Given that 11 of the last 14 US presidents experienced bear markets, the chances are a significant decline will eventually occur during Trump’s tenure. Seeing as he is so quick to take the credit, will he also take the blame when things eventually sour?
Hardly. Expect to hear the Obama bubble burst, or that the “fake news media” talked down the economy, or some other nonsensical Trumpism.
Stress-free ride
The US rally may be unremarkable relative to the gains in Europe and other developed markets, but it has certainly been notable in other respects.
High returns are associated with high volatility, but 2017 has been a stress-free ride. Investors have had the best of both worlds – above-average returns with below-average volatility. The biggest pullback in the first half of the year was just 2.8 per cent – the second-smallest on record, and way below the average first-half decline (9 per cent), notes LPL Research. The S&P 500 closed up or down 1 per cent on only four occasions, the smallest number since 1972. It made 24 new highs, the most since the first half of 1998. Returns (8.2 per cent) were double historical norms.

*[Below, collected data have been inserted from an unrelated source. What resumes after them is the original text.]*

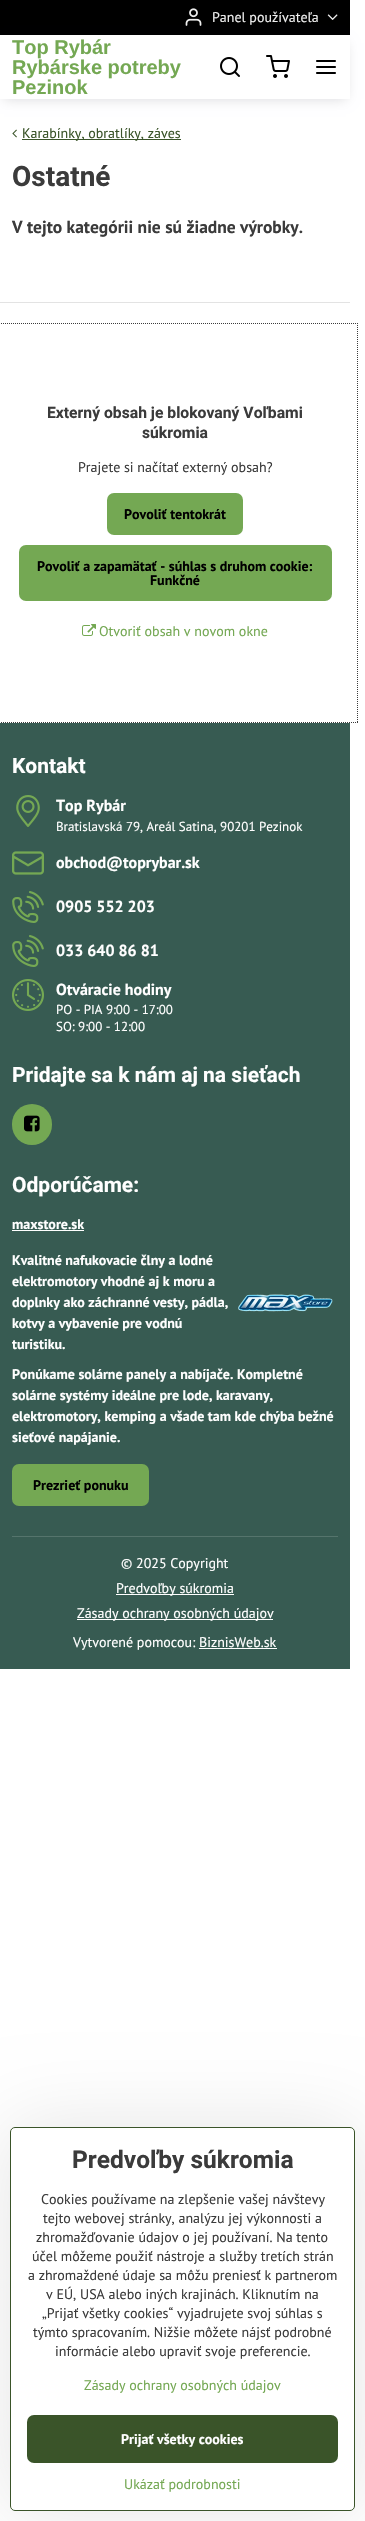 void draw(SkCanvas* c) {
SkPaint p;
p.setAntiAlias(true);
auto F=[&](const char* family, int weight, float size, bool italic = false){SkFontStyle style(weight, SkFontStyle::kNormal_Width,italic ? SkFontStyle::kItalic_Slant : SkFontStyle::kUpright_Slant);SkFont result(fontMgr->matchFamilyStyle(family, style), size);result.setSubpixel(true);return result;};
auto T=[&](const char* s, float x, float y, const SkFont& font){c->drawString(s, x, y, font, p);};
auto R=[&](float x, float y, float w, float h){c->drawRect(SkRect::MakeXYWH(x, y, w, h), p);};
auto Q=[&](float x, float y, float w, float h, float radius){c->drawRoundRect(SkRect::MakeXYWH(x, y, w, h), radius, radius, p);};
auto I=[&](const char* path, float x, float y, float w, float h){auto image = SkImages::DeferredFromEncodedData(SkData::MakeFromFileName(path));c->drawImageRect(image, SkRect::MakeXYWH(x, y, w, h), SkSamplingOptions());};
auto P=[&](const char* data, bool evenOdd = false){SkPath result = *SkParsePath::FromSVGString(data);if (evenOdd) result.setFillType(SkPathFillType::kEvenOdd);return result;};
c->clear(0xffffffff);
p.setColor(0xff000000);
R(0,0,350,35);
I("1.png",185,8,17,18);
auto f1 = F("PT Sans",400,14);
p.setColor(0xffeeeeee);
T("Panel používateľa",212,22,f1);
I("2.png",327,14,11,6);
c->save();
c->clipPath(P("M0 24h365v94h-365zm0 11h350v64h-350z",true),true);
p.setColor(0x26000014);
p.setMaskFilter(SkMaskFilter::MakeBlur(kNormal_SkBlurStyle, 6));
c->drawRect(SkRect::MakeXYWH(4,43,342,56),p);
p.setMaskFilter(nullptr);
c->restore();
auto f2 = F("Liberation Sans",700,20);
p.setColor(0xff74a853);
T("Top Rybár",12,54,f2);
T("Rybárske potreby",12,74,f2);
T("Pezinok",12,94,f2);
I("3.png",220,57,20,20);
I("4.png",266,55,24,23);
I("5.png",316,60,20,14);
I("6.png",12,129,5,9);
p.setColor(0xff3a5429);
R(22,139,159,1);
T("Karabínky, obratlíky, záves",22,138,f1);
auto f3 = F("Roboto",700,28);
p.setColor(0xff3b3b3b);
T("Ostatné",12,186,f3);
auto f4 = F("PT Sans",700,17.5);
T("V tejto kategórii nie sú žiadne výrobky.",12,233,f4);
p.setColor(0xffe3e3e3);
R(0,302,350,1);
p.setStroke(true);
p.setStrokeWidth(1);
p.setColor(0xff3b3b3b);
p.setPathEffect(SkDashPathEffect::Make({{1,1}}, 0));
c->drawPath(P("M-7 323.5h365"),p);
p.setPathEffect(nullptr);
p.setPathEffect(SkDashPathEffect::Make({{1,1}}, 0));
c->drawPath(P("M357.5 323v400"),p);
p.setPathEffect(nullptr);
p.setPathEffect(SkDashPathEffect::Make({{1,1}}, 0));
c->drawPath(P("M-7 722.5h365"),p);
p.setPathEffect(nullptr);
auto f5 = F("Roboto",700,15.7);
p.setStroke(false);
T("Externý obsah je blokovaný Voľbami",47,418,f5);
T("súkromia",142,438,f5);
T("Prajete si načítať externý obsah?",78,472,f1);
p.setColor(0xff74a853);
Q(107,493,136,42,7);
auto f6 = F("PT Sans",700,14);
p.setColor(0xff000000);
T("Povoliť tentokrát",124,519,f6);
p.setColor(0xff74a853);
Q(19,545,313,56,7);
p.setColor(0xff000000);
T("Povoliť a zapamätať - súhlas s druhom cookie:",37,571,f6);
T("Funkčné",150,585,f6);
I("7.png",82,624,14,12);
p.setColor(0xff74a853);
T("Otvoriť obsah v novom okne",99,636,f1);
p.setColor(0xff375b52);
R(0,723,350,946);
auto f7 = F("Roboto",700,21);
p.setColor(0xffffffff);
T("Kontakt",12,773,f7);
I("8.png",16,795,24,32);
auto f8 = F("PT Sans",700,16);
T("Top Rybár",56,811,f8);
auto f9 = F("PT Sans",400,13);
T("Bratislavská 79, Areál Satina, 90201 Pezinok",56,831,f9);
I("9.png",12,851,32,24);
T("obchod@toprybar.sk",56,868,f8);
I("10.png",12,891,32,32);
T("0905 552 203",56,912,f8);
I("10.png",12,935,32,32);
T("033 640 86 81",56,956,f8);
I("11.png",12,979,32,32);
T("Otváracie hodiny",56,995,f8);
T("PO - PIA 9:00 - 17:00",56,1014,f9);
T("SO: 9:00 - 12:00",56,1031,f9);
T("Pridajte sa k nám aj na sieťach",12,1082,f7);
p.setColor(0xff74a853);
Q(12,1104,40,41,20);
I("12.png",24,1115,16,17);
p.setColor(0xffffffff);
T("Odporúčame:",12,1192,f7);
T("maxstore.sk",12,1229,f6);
R(12,1230,72,1);
T("Kvalitné nafukovacie člny a lodné",12,1265,f6);
T("elektromotory vhodné aj k moru a",12,1286,f6);
T("doplnky ako záchranné vesty, pádla,",12,1307,f6);
T("kotvy a vybavenie pre vodnú",12,1328,f6);
T("turistiku.",12,1349,f6);
I("13.png",238,1294,95,18);
T("Ponúkame solárne panely a nabíjače. Kompletné",12,1379,f6);
T("solárne systémy ideálne pre lode, karavany,",12,1400,f6);
T("elektromotory, kemping a všade tam kde chýba bežné",12,1421,f6);
T("sieťové napájanie.",12,1442,f6);
p.setColor(0xff74a853);
Q(12,1464,137,42,7);
p.setColor(0xff000000);
T("Prezrieť ponuku",33,1490,f6);
p.setColor(0xff55746c);
R(12,1536,326,1);
p.setColor(0xffffffff);
T("© 2025 Copyright",121,1568,f1);
R(116,1594,118,1);
T("Predvoľby súkromia",116,1593,f1);
R(77,1619,196,1);
T("Zásady ochrany osobných údajov",77,1618,f1);
T("Vytvorené pomocou: BiznisWeb.sk",73,1647,f1);
R(199,1648,78,1);
c->save();
c->clipPath(P("M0 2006h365v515h-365zm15 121h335c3 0 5 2 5 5v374c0 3-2 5-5 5h-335c-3 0-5-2-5-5v-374c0-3 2-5 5-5z",true),true);
p.setColor(0x1a000000);
p.setMaskFilter(SkMaskFilter::MakeBlur(kNormal_SkBlurStyle, 40));
c->drawRoundRect(SkRect::MakeXYWH(10,2127,345,384),5,5,p);
p.setMaskFilter(nullptr);
c->restore();
p.setStroke(true);
p.setColor(0xff3a5429);
c->drawRoundRect(SkRect::MakeXYWH(10.5,2127.5,344,383),4.5,4.5,p);
auto f10 = F("Roboto",700,24.5);
p.setStroke(false);
p.setColor(0xff3b3b3b);
T("Predvoľby súkromia",72,2168,f10);
T("Cookies používame na zlepšenie vašej návštevy",41,2204,f1);
T("tejto webovej stránky, analýzu jej výkonnosti a",43,2223,f1);
T("zhromažďovanie údajov o jej používaní. Na tento",36,2242,f1);
T("účel môžeme použiť nástroje a služby tretích strán",32,2261,f1);
T("a zhromaždené údaje sa môžu preniesť k partnerom",28,2280,f1);
T("v EÚ, USA alebo iných krajinách. Kliknutím na",46,2299,f1);
T("„Prijať všetky cookies“ vyjadrujete svoj súhlas s",42,2318,f1);
T("týmto spracovaním. Nižšie môžete nájsť podrobné",33,2337,f1);
T("informácie alebo upraviť svoje preferencie.",55,2356,f1);
p.setColor(0xff74a853);
T("Zásady ochrany osobných údajov",84,2390,f1);
p.setColor(0xff3a5429);
Q(27,2415,311,48,7);
p.setColor(0xffffffff);
T("Prijať všetky cookies",121,2444,f6);
p.setColor(0xff74a853);
T("Ukázať podrobnosti",124,2489,f1);
}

Typically, above-average returns in the first half of the year are followed by more of the same in the second, says LPL. No doubt, Mr Trump will again claim the credit.
Fevered tech-land
The stock market may be quiet at the moment but things have been far less sleepy in the technology sector. Google parent Alphabet is on the verge of a double-digit correction while tech behemoths like Apple, Facebook and Amazon have all sold off over the last month.
Markets are betting the recent volatility will persist, with traders busy buying options to protect against further declines. The Nasdaq 100 Volatility Index (VXN) last week hit 18.7, up from 13 a month earlier. Contrast that to the Vix, Wall Street’s much-watched fear index; at 11, it remained near all-time lows.
The ratio of the two volatility indices, at 1.7, is near the highest levels seen since the global financial crisis. That divergence must surely contract at some stage. That can happen in one of two ways – volatility will either have to dry up in the tech sector, causing the VXN to drop, or else spread to the overall market, causing the Vix to rise.
For now, the former appears a more likely scenario. The tech-heavy Nasdaq had risen 21 per cent, more than twice as much as the S&P 500. Prior to the recent sell-off, the Nasdaq had not closed below its 50-day moving average since December, the longest streak in history.
A tech pullback was overdue, but the sector’s outlook remains strong, and enthusiasts will be hoping normal service is resumed sooner rather than later.